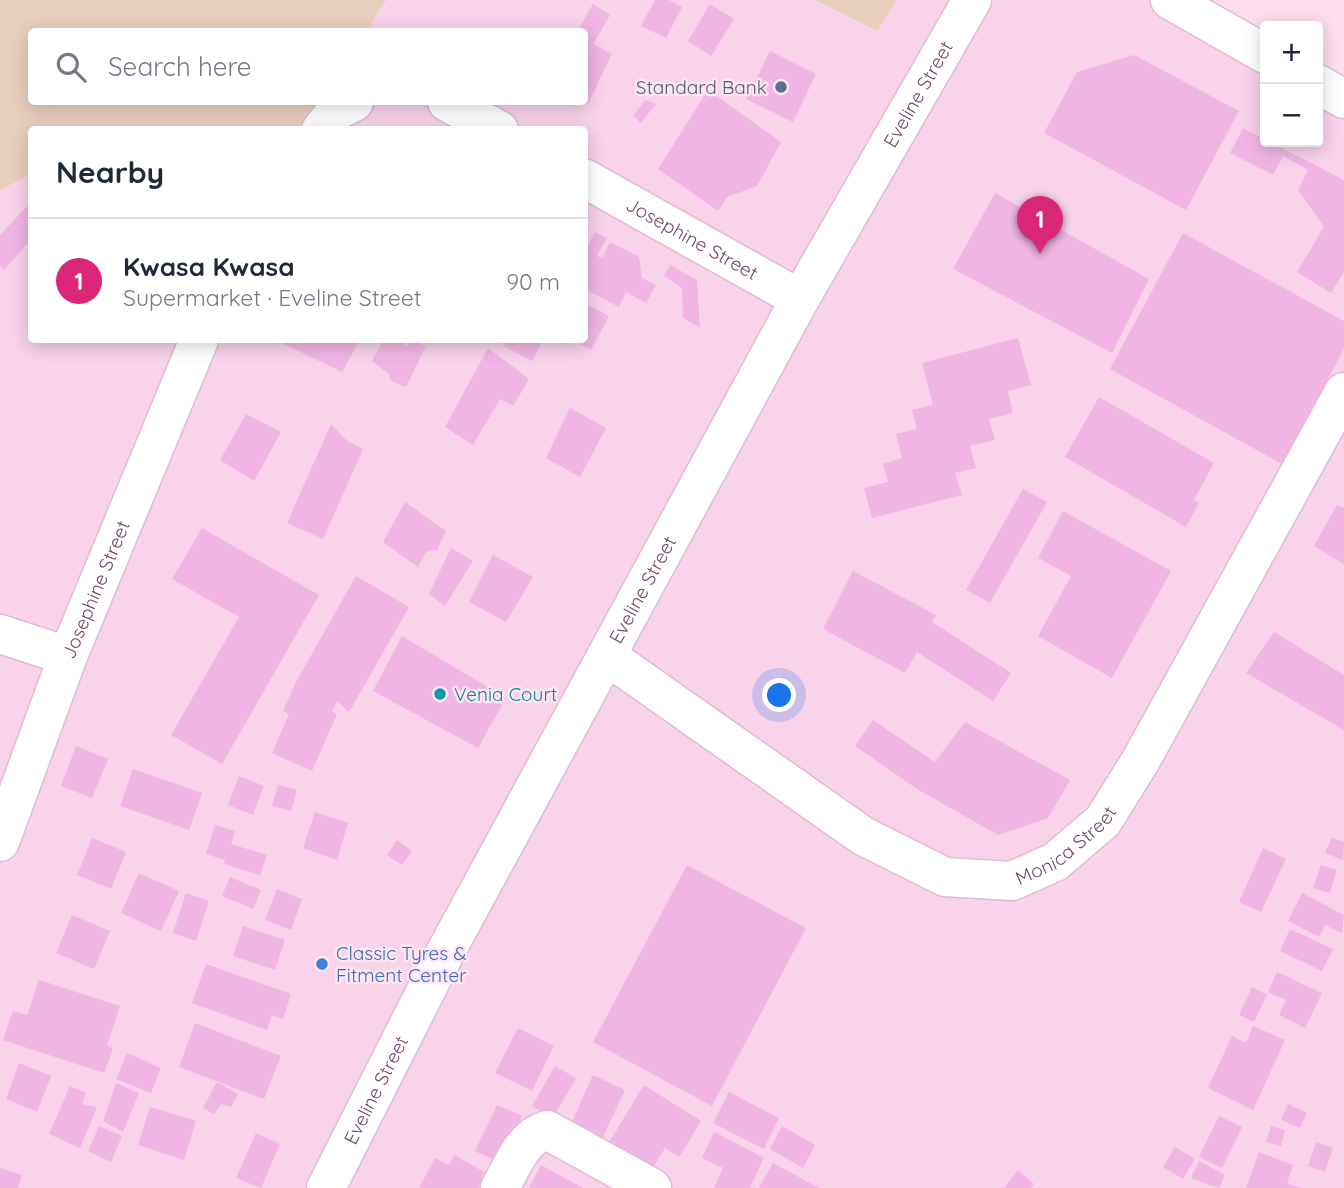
<!DOCTYPE html>
<html lang="en">
<head>
<meta charset="utf-8">
<style>
	body { margin:0; font-family:Quicksand,sans-serif; background:#f6f6f7; color:#1f2937 }
	.controls { position:absolute; right:21px; top:21px; display:grid; overflow:hidden; border-radius:7px; box-shadow:0 4px 18px #0003 }
	.controls button { width:63px; height:63px; display:grid; place-items:center; padding:0; border:0; border-bottom:2px solid #e0e1e3; background:#fff; color:#1f2937; font:35px sans-serif }
	.you { position:absolute; left:780px; top:696px; width:24px; height:24px; margin:-18px; border:5px solid #fff; border-radius:50%; background:#1a73e8; box-shadow:0 0 0 10px #1a73e833 }
	.badge { display:grid; place-items:center; width:46px; height:46px; border-radius:50%; background:#db2777; color:#fff; font-size:23px; font-weight:700 }
	.pin { position:absolute; translate:-50% -58px; filter:drop-shadow(0 2px 4px #0008) }
	.pin::after { content:''; position:absolute; top:37px; width:24px; height:21px; background:inherit; clip-path:polygon(0 0,100% 0,50% 100%) }
	.list { margin:0; padding:0; list-style:none }
	h2 { display:flex; justify-content:space-between; align-items:center; height:91px; margin:0; padding:0 28px; font-size:30px }
	h2 small { font-size:23px; font-weight:400; color:#747a83 }
	.list li { display:grid; grid-template-columns:46px 1fr auto; gap:21px; align-items:center; box-sizing:border-box; height:126px; padding:0 28px; border-top:2px solid #e0e1e3 }
	.list b { display:block; font-size:26px; white-space:nowrap }
	.list p { margin:0; font-size:23px; white-space:nowrap; color:#747a83 }
	.list em { font-size:23px; font-style:normal; color:#747a83 }
	.icon { flex:none; width:38px; height:38px; fill:none; stroke:currentColor; stroke-width:2; stroke-linecap:round; stroke-linejoin:round }
	.map { position:relative; flex:none; width:1344px; height:1188px; overflow:hidden }
	.search { position:absolute; background:#fff; box-shadow:0 4px 18px #0003; left:28px; top:28px; width:560px; height:77px; display:flex; align-items:center; gap:18px; box-sizing:border-box; padding:0 24px; border-radius:7px; color:#747a83; font-size:26px }
	.panel { position:absolute; background:#fff; box-shadow:0 4px 18px #0003; left:28px; top:126px; width:560px; height:217px; border-radius:7px }
	.map>svg:first-child { display:block }
	.residential { fill:#f8d3ea }
	.green { fill:#e8d0be }
	.building { fill:#f1b6e4 }
	.lines { fill:none; stroke-linecap:round; stroke-linejoin:round }
	.minor-casing { stroke:#dfbbd4; stroke-width:41 }
	.minor { stroke:#fff; stroke-width:38 }
	.service-dot { fill:#5c6f8a; stroke:#ffe4f3; stroke-width:2.5 }
	.culture-dot { fill:#0f9aa8; stroke:#ffe4f3; stroke-width:2.5 }
	.shop-dot { fill:#3f7fe0; stroke:#ffe4f3; stroke-width:2.5 }
	.labels { text-anchor:middle; dominant-baseline:central; stroke-width:5; stroke-linejoin:round; paint-order:stroke }
	.service-label { font-size:19px; fill:#4e5e75; stroke:#ffe4f3; text-anchor:end }
	.street-label { font-size:19px; fill:#714769; stroke:#ffe4f3 }
	.culture-label { font-size:19px; fill:#0d838f; stroke:#ffe4f3; text-anchor:start }
	.shop-label { font-size:19px; fill:#366cbe; stroke:#ffe4f3; text-anchor:start }
</style>
</head>
<body>
<div class="map">
<svg width="1344" height="1188" viewBox="0 0 1344 1188">
	<rect width="100%" height="100%" fill="#fcdeef"/>
	<path class="residential" d="M386,0H815L877,31L897,0H1170L1265,54V142H1318V84L1344,99V1188H0V190L31,174L32,340H584V130L300,129L320,102H584V32L366,31Z"/>
	<g class="green">
		<path d="M0,0H386L366,31L32,32V102H320L300,129L32,130L31,174L0,190Z"/>
		<path d="M815,0H897L877,31Z"/>
	</g>
	<g class="building">
		<path d="M655,0H669L682,7L666,38L641,26Z"/>
		<path d="M593,4L610,15L593,44L612,54L588,104L584,102V60L587,54L584,52V32H577Z"/>
		<path d="M710,4L734,19L711,56L688,41Z"/>
		<path d="M770,51L816,74L793,122L746,99Z"/>
		<path d="M1134,55L1239,111L1186,210L1044,133L1077,72Z"/>
		<path d="M708,90L781,142L757,186L727,197L718,211L658,169Z"/>
		<path d="M645,100L656,104L641,123L633,116Z"/>
		<path d="M1243,128L1344,180V272L1331,293L1297,272L1324,227L1298,190L1308,170L1283,156L1273,175L1230,153Z"/>
		<path d="M995,193L1149,279L1112,353L953,269Z"/>
		<path d="M32,201V248L27,244L4,270L0,266V235Z"/>
		<path d="M595,232L607,238L597,256L602,258L610,242L639,257L642,278L656,285L646,303L626,292L619,307L584,289V252Z"/>
		<path d="M1183,233L1344,321V349L1282,464L1110,369Z"/>
		<path d="M670,265L697,280L700,328L683,318L682,288L664,276Z"/>
		<path d="M584,303L609,316L591,350L572,340H584Z"/>
		<path d="M1018,338L1031,385L1008,391L1013,413L989,419L995,440L970,446L976,468L955,473L962,495L872,518L864,488L888,482L883,464L902,458L896,434L917,429L912,410L933,405L922,363Z"/>
		<path d="M286,340H326L332,343L334,340H360L342,372L284,344Z"/>
		<path d="M383,340H399L407,346L413,340L426,346L406,387L390,380L389,374L372,361Z"/>
		<path d="M507,340H543L532,361L503,346Z"/>
		<path d="M488,348L529,379L513,406L500,399L473,445L445,427Z"/>
		<path d="M1099,397L1214,463L1194,500L1199,503L1186,527L1065,457Z"/>
		<path d="M570,408L606,428L580,477L546,458Z"/>
		<path d="M246,414L281,432L254,481L220,460Z"/>
		<path d="M331,424L346,440L363,449L323,539L287,523Z"/>
		<path d="M1023,489L1047,502L990,603L966,590Z"/>
		<path d="M405,502L446,531L437,550L426,552L418,567L383,542Z"/>
		<path d="M1337,505L1344,508V564L1314,546Z"/>
		<path d="M1063,511L1171,571L1112,678L1038,636L1071,576L1038,558Z"/>
		<path d="M202,528L319,595L222,764L171,735L239,617L172,579Z"/>
		<path d="M451,548L473,561L445,606L429,594Z"/>
		<path d="M493,555L533,577L506,622L469,602Z"/>
		<path d="M853,571L936,615L932,622L1011,673L993,701L917,652L905,673L823,629Z"/>
		<path d="M356,576L409,607L349,712L337,701L332,712L337,714L312,771L272,753L289,714L283,711L296,682Z"/>
		<path d="M1274,632L1344,675V730L1246,673Z"/>
		<path d="M402,636L506,698L478,748L373,691Z"/>
		<path d="M873,720L935,762L965,722L1070,780L1048,818L998,835L917,789L855,746Z"/>
		<path d="M76,746L108,759L92,798L61,786Z"/>
		<path d="M133,769L202,793L189,830L120,806Z"/>
		<path d="M239,776L264,786L253,815L228,805Z"/>
		<path d="M278,785L297,790L291,811L272,806Z"/>
		<path d="M315,812L348,823L337,860L303,848Z"/>
		<path d="M215,825L235,831L231,844L267,855L260,875L224,864L225,860L206,854Z"/>
		<path d="M92,838L126,852L111,889L77,875Z"/>
		<path d="M1332,838L1344,842L1343,860L1325,853Z"/>
		<path d="M397,840L412,851L402,865L387,855Z"/>
		<path d="M1263,848L1286,859L1261,912L1239,902Z"/>
		<path d="M687,865L806,928L712,1106L593,1042Z"/>
		<path d="M1321,865L1337,870L1330,893L1313,888Z"/>
		<path d="M139,873L179,891L161,931L121,913Z"/>
		<path d="M230,877L261,890L253,909L222,896Z"/>
		<path d="M277,889L302,899L291,930L265,920Z"/>
		<path d="M186,893L209,901L196,941L173,933Z"/>
		<path d="M1302,893L1344,915L1342,933L1325,925L1319,937L1288,921Z"/>
		<path d="M72,915L110,931L94,969L56,953Z"/>
		<path d="M243,926L285,940L275,970L233,956Z"/>
		<path d="M1290,929L1333,949L1322,971L1280,951Z"/>
		<path d="M206,964L291,994L283,1019L272,1015L267,1030L192,1003Z"/>
		<path d="M1277,972L1322,993L1305,1028L1279,1015L1286,1000L1268,992Z"/>
		<path d="M39,980L120,1006L107,1045L113,1049L104,1073L3,1040L13,1011L27,1015Z"/>
		<path d="M1252,987L1267,995L1254,1022L1239,1015Z"/>
		<path d="M195,1023L281,1056L264,1099L179,1067Z"/>
		<path d="M1253,1026L1285,1040L1253,1110L1208,1088L1232,1036L1246,1043Z"/>
		<path d="M518,1028L554,1046L532,1091L495,1073Z"/>
		<path d="M127,1053L161,1068L151,1093L116,1079Z"/>
		<path d="M19,1063L51,1076L37,1112L6,1099Z"/>
		<path d="M555,1066L576,1078L553,1118L532,1106Z"/>
		<path d="M593,1075L625,1090L599,1145L568,1130Z"/>
		<path d="M217,1082L238,1094L231,1107L221,1104L214,1114L203,1108Z"/>
		<path d="M116,1083L139,1093L123,1132L103,1121Z"/>
		<path d="M644,1085L701,1121L679,1157L665,1148L651,1171L608,1144Z"/>
		<path d="M70,1086L86,1093L82,1104L97,1107L80,1148L49,1134Z"/>
		<path d="M729,1092L779,1118L764,1149L713,1123Z"/>
		<path d="M1288,1104L1307,1113L1300,1128L1281,1120Z"/>
		<path d="M497,1105L522,1116L500,1163L475,1151Z"/>
		<path d="M150,1107L196,1121L184,1160L138,1145Z"/>
		<path d="M1219,1116L1242,1127L1222,1168L1199,1157Z"/>
		<path d="M99,1126L122,1136L111,1162L88,1151Z"/>
		<path d="M782,1126L815,1145L803,1168L770,1149Z"/>
		<path d="M1271,1126L1285,1130L1281,1146L1266,1142Z"/>
		<path d="M714,1132L764,1158L750,1188H714L723,1168L702,1158Z"/>
		<path d="M256,1133L280,1144L261,1188L236,1178Z"/>
		<path d="M1316,1142L1333,1148L1325,1172L1308,1166Z"/>
		<path d="M1175,1147L1195,1159L1183,1179L1163,1167Z"/>
		<path d="M1259,1152L1293,1165L1287,1183L1300,1188H1246Z"/>
		<path d="M454,1155L486,1173L478,1188H419L435,1158L449,1165Z"/>
		<path d="M1199,1161L1225,1175L1219,1188L1191,1178Z"/>
		<path d="M773,1163L819,1188H759Z"/>
		<path d="M541,1165L583,1188H529Z"/>
		<path d="M0,1168L22,1175L18,1188H0Z"/>
		<path d="M1018,1170L1034,1184L1031,1188H1004Z"/>
	</g>
	<g class="lines">
		<g class="minor-casing">
			<g id="minor">
				<path d="M1170,0L1265,54"/>
				<path d="M1318,84L1344,99"/>
				<path d="M447,102L499,130"/>
				<path d="M321,130L336,111L354,102"/>
				<path id="s1" d="M584,178L800,299"/>
				<path d="M0,634L68,656"/>
				<path id="s2" d="M607,656L863,836L945,877L1012,881L1055,862L1103,821L1141,760L1344,392"/>
				<path id="s3" d="M0,842L68,656L199,340"/>
				<path id="s4" d="M326,1188L445,953L800,299L972,0"/>
				<path d="M500,1188C512,1167 522,1137 547,1130L652,1188"/>
			</g>
		</g>
		<use href="#minor" class="minor"/>
	</g>
	<circle class="service-dot" cx="781" cy="87" r="7"/>
	<circle class="culture-dot" cx="440" cy="694" r="7"/>
	<circle class="shop-dot" cx="322" cy="964" r="7"/>
	<g class="labels">
		<g class="service-label">
			<text x="767" y="87">Standard Bank</text>
		</g>
		<g class="street-label">
			<text stroke="none"><textPath href="#s4" startOffset="1244">Eveline Street</textPath></text>
			<text stroke="none"><textPath href="#s1" startOffset="124">Josephine Street</textPath></text>
			<text stroke="none"><textPath href="#s3" startOffset="270">Josephine Street</textPath></text>
			<text stroke="none"><textPath href="#s4" startOffset="677">Eveline Street</textPath></text>
			<text stroke="none"><textPath href="#s2" startOffset="537">Monica Street</textPath></text>
			<text stroke="none"><textPath href="#s4" startOffset="110">Eveline Street</textPath></text>
		</g>
		<g class="culture-label">
			<text x="454" y="694">Venia Court</text>
		</g>
		<g class="shop-label">
			<text x="336" y="953">Classic Tyres &amp;<tspan x="336" dy="22">Fitment Center</tspan></text>
		</g>
	</g>
</svg>
<div class="controls">
<button>+</button>
<button>−</button>
</div>
<div class="you"></div>
<div class="pin badge" style="left:1040px;top:254px">1</div>
<div class="search"><svg class="icon" aria-label="search" viewBox="0 0 24 24"><circle cx="10" cy="10" r="6"/><path d="M15 15l6 6"/></svg>Search here</div>
<section class="panel">
<h2>Nearby<small></small></h2>
<ul class="list">
<li><span class="badge">1</span><div><b>Kwasa Kwasa</b><p>Supermarket · Eveline Street</p></div><em>90 m</em></li>
</ul>
</section>
</div>
</body>
</html>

##########

◆ **Task description**:
The assignment is to restate, word for word, each line from the one containing "<button>+</button>" through the final line of the material above.

◆ **Output of the exercise**:
<button>+</button>
<button>−</button>
</div>
<div class="you"></div>
<div class="pin badge" style="left:1040px;top:254px">1</div>
<div class="search"><svg class="icon" aria-label="search" viewBox="0 0 24 24"><circle cx="10" cy="10" r="6"/><path d="M15 15l6 6"/></svg>Search here</div>
<section class="panel">
<h2>Nearby<small></small></h2>
<ul class="list">
<li><span class="badge">1</span><div><b>Kwasa Kwasa</b><p>Supermarket · Eveline Street</p></div><em>90 m</em></li>
</ul>
</section>
</div>
</body>
</html>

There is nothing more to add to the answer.